L’anima profondamente, come già evidenziato in apertura, commerciale del disco, è infatti talmente lampante e dichiarata da far talora dubitare della genuinità del prodotto, lasciando intravedere una chiarissima volontà di risultare ammiccante ed orecchiabile anche ai neofiti o a coloro i quali con il gothic-metal nulla hanno a che spartire, nel tentativo, già riuscito tempo fa agli
Evanescence, di conquistare il grande pubblico con qualcosa di diretto ma al contempo corposo, piacevole sin da subito e non bisognoso di particolari elucubrazioni o cultura musicale per essere apprezzato e capito.
Di certo il capolavoro immortale a nome
’Mother Earth’ risulta ancora a tutti gli effetti inarrivabile per potenza immaginifica, forza concettuale ed arte pura, pur tuttavia è impossibile negare la validità di un lavoro che merita reiterati ascolti e non tradisce anche a distanza di qualche tempo, offrendo alcuni piccoli capolavori di profondità e sentimento come la veemente
‘What Have You Done’ (singolone scala-classifiche con
Keith Caputo dei Life Of Agony in veste di guest Star), la successiva
‘Frozen’ dai suoni profondissimi e dal grandissimo ritornello, la hollywoodiana
‘Hand Of Sorrow’, dotata di orchestrazioni degne di
Dimmu Borgir e
Rhapsody of Fire, per concludere con la dolcissima
‘All I Need’, vero apice del disco a giudizio di chi scrive, grazie alla grande comunicatività e feeling elargiti a piene mani in pochi minuti di straordinaria carica passionale.

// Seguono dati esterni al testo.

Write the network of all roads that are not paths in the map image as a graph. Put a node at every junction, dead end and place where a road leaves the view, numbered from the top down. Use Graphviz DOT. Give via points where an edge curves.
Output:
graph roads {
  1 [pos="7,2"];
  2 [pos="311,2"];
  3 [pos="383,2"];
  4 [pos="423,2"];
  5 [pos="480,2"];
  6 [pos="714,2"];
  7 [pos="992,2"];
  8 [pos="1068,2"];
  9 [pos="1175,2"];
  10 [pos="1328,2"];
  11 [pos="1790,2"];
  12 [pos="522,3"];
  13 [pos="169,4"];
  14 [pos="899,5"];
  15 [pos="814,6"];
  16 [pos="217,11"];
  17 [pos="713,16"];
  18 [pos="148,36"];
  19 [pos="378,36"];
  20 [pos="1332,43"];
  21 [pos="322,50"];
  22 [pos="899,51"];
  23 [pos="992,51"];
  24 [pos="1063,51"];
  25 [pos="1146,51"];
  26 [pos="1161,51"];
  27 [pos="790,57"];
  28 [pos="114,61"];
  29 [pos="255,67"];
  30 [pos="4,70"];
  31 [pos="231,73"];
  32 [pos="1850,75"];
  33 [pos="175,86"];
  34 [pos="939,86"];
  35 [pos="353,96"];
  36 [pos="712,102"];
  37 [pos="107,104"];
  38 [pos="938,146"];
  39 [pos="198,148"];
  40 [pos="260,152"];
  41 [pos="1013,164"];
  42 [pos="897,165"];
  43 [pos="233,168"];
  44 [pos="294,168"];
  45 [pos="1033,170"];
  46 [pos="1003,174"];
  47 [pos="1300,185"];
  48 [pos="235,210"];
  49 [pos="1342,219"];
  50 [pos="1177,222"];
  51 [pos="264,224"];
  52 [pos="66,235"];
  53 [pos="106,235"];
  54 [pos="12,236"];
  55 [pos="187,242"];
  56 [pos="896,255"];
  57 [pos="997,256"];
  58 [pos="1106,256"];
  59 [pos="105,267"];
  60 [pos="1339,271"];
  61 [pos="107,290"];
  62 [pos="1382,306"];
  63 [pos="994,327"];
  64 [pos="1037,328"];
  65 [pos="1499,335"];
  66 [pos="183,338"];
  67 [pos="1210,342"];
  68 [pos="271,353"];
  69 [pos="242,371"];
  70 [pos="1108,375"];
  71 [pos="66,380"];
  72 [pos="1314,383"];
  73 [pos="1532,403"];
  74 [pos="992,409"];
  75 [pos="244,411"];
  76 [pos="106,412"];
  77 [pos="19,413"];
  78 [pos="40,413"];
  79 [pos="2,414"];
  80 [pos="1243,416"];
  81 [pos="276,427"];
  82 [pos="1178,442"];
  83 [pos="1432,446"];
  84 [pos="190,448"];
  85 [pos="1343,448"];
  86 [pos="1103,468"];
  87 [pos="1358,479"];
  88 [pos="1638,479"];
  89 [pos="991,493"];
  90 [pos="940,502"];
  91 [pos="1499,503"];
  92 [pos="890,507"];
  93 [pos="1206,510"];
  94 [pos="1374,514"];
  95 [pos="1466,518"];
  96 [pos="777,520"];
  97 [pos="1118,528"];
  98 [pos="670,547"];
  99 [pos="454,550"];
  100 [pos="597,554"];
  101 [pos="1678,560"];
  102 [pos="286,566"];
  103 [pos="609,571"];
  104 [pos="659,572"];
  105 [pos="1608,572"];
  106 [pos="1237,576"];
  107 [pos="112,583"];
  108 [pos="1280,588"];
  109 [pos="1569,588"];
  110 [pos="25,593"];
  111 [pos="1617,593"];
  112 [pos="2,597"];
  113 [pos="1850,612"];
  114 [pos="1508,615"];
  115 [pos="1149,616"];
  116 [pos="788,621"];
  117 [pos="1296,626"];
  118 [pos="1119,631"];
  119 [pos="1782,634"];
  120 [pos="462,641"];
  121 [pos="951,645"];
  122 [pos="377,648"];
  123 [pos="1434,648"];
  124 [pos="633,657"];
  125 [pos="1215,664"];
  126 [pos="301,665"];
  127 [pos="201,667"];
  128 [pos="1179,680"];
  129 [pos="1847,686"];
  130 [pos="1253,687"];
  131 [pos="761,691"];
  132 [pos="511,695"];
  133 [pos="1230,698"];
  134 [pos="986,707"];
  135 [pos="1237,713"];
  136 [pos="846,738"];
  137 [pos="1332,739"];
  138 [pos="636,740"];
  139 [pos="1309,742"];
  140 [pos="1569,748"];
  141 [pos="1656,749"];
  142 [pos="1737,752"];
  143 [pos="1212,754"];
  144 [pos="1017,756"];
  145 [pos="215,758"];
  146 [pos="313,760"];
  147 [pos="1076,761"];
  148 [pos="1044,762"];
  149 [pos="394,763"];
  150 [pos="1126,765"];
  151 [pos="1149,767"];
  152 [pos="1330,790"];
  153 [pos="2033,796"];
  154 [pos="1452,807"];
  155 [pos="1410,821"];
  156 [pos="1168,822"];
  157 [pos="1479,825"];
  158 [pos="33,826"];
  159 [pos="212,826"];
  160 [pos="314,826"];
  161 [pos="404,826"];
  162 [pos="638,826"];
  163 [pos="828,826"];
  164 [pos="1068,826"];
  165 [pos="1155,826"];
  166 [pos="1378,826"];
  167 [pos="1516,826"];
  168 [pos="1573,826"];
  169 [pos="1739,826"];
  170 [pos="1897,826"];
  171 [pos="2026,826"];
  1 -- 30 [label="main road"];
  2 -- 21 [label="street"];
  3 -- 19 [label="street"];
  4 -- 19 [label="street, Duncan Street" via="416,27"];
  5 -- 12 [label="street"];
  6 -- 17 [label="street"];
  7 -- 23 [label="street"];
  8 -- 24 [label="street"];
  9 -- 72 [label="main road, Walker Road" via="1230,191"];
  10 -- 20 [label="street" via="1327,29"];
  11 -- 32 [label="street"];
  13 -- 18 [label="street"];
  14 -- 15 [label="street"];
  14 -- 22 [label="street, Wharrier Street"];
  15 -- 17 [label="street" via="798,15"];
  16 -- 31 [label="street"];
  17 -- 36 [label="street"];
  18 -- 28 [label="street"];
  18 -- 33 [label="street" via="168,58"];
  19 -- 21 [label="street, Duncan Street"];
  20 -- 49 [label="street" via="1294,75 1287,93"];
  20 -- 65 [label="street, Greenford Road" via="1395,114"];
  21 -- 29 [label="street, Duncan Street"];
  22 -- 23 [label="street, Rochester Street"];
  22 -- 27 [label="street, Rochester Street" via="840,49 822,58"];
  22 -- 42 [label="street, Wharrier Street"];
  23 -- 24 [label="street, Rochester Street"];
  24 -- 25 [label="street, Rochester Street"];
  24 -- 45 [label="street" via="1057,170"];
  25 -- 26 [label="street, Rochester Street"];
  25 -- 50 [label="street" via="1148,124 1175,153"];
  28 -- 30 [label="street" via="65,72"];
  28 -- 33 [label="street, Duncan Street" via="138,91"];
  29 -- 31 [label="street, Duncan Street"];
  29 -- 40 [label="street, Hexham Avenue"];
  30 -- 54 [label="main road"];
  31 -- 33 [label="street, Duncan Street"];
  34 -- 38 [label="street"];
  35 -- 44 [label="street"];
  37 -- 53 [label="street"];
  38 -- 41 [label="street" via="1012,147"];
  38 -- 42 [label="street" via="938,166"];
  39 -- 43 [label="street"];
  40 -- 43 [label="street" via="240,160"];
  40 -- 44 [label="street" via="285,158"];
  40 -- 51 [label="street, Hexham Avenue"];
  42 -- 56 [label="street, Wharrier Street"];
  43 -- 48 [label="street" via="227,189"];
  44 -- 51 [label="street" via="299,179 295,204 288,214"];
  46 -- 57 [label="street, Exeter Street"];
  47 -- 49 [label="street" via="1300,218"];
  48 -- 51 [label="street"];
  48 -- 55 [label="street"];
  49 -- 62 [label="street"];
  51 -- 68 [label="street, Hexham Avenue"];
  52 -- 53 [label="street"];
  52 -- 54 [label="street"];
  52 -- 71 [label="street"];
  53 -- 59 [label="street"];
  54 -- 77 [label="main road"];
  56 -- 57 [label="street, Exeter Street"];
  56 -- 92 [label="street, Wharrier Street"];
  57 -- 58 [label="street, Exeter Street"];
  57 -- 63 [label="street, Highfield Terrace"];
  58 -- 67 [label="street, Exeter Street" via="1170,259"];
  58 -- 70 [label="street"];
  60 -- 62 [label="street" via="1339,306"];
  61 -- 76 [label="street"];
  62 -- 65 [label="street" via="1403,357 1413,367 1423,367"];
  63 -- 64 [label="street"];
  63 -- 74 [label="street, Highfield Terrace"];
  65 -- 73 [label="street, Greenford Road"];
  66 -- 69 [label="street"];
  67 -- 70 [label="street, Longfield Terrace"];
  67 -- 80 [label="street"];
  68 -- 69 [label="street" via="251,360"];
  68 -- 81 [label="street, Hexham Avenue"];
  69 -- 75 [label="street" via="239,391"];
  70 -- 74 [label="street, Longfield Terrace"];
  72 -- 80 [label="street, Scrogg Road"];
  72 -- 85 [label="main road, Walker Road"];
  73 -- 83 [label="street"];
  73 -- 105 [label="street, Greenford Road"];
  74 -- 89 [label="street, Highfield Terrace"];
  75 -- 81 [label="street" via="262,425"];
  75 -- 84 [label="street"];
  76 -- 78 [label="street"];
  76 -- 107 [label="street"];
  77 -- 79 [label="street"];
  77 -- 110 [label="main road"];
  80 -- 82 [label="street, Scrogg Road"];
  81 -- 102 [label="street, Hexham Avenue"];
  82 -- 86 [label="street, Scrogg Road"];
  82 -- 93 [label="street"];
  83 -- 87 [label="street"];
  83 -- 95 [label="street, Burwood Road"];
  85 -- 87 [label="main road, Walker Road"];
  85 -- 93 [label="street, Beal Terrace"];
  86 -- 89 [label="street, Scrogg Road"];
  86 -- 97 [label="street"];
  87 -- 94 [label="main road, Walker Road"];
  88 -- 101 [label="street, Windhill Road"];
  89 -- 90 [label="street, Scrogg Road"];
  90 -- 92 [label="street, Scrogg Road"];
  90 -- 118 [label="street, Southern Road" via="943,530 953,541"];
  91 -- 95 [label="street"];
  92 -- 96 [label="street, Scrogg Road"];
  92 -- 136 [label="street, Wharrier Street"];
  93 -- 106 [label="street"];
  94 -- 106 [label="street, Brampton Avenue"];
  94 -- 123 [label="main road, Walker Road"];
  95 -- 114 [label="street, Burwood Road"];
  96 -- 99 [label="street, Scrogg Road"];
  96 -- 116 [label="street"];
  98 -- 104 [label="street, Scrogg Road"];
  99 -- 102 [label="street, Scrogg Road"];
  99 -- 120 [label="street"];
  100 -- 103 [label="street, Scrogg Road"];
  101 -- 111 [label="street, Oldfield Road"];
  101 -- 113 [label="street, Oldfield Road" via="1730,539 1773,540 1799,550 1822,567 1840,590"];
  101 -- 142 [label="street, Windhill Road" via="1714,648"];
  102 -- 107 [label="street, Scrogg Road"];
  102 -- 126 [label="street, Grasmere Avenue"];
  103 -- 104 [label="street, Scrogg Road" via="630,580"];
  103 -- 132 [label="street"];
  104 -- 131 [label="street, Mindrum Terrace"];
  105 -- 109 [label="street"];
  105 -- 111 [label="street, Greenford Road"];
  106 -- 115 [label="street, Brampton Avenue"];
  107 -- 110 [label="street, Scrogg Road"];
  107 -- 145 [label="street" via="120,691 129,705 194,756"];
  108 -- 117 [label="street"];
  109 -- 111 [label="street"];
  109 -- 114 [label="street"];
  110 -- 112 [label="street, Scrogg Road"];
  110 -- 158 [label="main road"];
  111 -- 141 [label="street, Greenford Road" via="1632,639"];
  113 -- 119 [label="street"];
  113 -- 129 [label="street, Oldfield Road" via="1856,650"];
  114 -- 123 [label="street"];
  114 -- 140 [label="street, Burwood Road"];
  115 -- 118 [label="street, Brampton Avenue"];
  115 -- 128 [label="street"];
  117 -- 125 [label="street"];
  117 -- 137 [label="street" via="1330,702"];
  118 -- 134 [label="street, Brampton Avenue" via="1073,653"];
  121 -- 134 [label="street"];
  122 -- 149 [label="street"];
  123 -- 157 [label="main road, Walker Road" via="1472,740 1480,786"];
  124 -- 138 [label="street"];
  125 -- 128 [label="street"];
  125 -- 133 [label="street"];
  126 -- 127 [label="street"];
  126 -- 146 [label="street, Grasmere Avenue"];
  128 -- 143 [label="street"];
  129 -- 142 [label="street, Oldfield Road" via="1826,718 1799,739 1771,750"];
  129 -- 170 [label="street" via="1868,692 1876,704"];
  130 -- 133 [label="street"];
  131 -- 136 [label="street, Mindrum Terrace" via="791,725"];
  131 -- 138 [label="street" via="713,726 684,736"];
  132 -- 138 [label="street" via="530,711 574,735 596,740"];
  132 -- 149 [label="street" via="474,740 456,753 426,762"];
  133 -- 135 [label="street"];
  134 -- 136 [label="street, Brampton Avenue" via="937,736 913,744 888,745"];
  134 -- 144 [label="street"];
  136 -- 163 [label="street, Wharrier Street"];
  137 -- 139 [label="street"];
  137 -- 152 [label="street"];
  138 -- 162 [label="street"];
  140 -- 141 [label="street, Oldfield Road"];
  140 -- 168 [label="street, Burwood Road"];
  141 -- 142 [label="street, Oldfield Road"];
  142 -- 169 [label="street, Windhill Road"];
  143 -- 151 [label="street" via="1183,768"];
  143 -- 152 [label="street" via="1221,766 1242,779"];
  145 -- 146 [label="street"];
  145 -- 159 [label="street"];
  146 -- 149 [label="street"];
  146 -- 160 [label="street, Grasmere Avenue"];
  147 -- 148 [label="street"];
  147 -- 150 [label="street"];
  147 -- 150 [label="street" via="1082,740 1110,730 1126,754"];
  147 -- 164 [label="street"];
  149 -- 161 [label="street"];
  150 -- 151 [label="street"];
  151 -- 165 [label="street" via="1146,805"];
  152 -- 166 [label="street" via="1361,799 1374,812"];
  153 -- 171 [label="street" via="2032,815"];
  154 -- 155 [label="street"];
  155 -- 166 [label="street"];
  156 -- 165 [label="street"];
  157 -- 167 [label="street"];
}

Facendo un paio di rapidi conti dunque, il risultato ci porta ad una affermazione oggettivamente incontrovertibile che definisce
‘The Heart Of Everything’ come un album di altissimo livello, composto da tutti gli ingredienti necessari a convincere pubblico e critica: buone canzoni, ottimo feeling e suoni potenti.
Per concludere, come detto in partenza, ognuno avrà avuto, o avrà, la giusta e legittima occasione di formulare una opinione propria sull’album, dal canto mio non posso far altro che terminare questa recensione con un pensiero semplice e mirato: “commerciale” ed accessibile non significano necessariamente povero di qualità e valore e
‘The Heart Of Everything’ è qui a dimostrarlo con evidente e lapalissiana chiarezza.
Tracklist:
01. The Howling
02. What Have You Done
03. Frozen
04. Our Solemn Hour
05. The Heart Of Everything
06. Hand Of Sorrow
07. The Cross
08. Final Destination
09. All I Need
10. The Truth Beneath The Rose
11. Forgiven
Line Up:
Sharon Den Adel – Voce
Robert Westerholt – Chitarra
Ruud Jolie – Chitarra
Jeroen Van Veen – Basso
Stephen van Haestregt – Batteria
Martijn Spierenburg - Tastiere
Commenti dei lettori (33)
purtroppo quì non si tratta di giudicare la commercialità dell'album, quì si ha volutamente messo da parte la
matrice Gothic-metal a favore di un "pop-rock" tanto
lampante quanto banale!
per me è stato un colpo... il 70 lo meritano per le sole tracce salvabili:
Forgiven e Our solemn hour.
Tutto già sentito e studiato per essere un clone e far soldi.Da ascoltatore metal è una cosa che non concepisco...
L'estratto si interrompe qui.